▶ [WORK INSTRUCTION]: Look for the word "roads" in the entries and copy every line where it shows up.

(Stored data)
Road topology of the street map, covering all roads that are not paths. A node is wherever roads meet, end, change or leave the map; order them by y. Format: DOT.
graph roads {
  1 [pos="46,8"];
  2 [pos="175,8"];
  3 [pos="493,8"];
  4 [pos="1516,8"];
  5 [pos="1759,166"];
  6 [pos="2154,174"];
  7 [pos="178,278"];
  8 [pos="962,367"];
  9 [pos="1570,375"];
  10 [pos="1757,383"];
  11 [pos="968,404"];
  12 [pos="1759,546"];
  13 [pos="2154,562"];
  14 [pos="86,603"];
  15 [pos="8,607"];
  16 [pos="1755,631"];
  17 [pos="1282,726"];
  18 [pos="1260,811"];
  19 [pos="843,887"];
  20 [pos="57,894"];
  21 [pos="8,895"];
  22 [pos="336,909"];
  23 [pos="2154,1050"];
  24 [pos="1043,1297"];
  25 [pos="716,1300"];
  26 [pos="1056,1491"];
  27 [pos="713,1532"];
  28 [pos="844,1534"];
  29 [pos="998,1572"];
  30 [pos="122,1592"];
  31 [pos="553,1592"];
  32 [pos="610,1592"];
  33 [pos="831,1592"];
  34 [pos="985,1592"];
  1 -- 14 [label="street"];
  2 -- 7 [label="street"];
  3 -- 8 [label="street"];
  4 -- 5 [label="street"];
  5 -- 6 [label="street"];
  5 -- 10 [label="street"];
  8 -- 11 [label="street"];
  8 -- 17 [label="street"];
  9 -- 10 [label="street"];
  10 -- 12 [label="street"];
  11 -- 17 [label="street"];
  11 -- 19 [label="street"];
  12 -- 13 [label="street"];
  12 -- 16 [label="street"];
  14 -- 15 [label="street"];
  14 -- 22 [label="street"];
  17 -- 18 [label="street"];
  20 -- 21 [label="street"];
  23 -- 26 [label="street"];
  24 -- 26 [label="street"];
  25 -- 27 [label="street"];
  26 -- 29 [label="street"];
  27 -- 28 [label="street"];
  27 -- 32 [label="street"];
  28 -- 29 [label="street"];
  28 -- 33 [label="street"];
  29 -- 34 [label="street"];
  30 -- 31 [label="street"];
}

▶ [TASK ANSWER]:
Road topology of the street map, covering all roads that are not paths. A node is wherever roads meet, end, change or leave the map; order them by y. Format: DOT.
graph roads {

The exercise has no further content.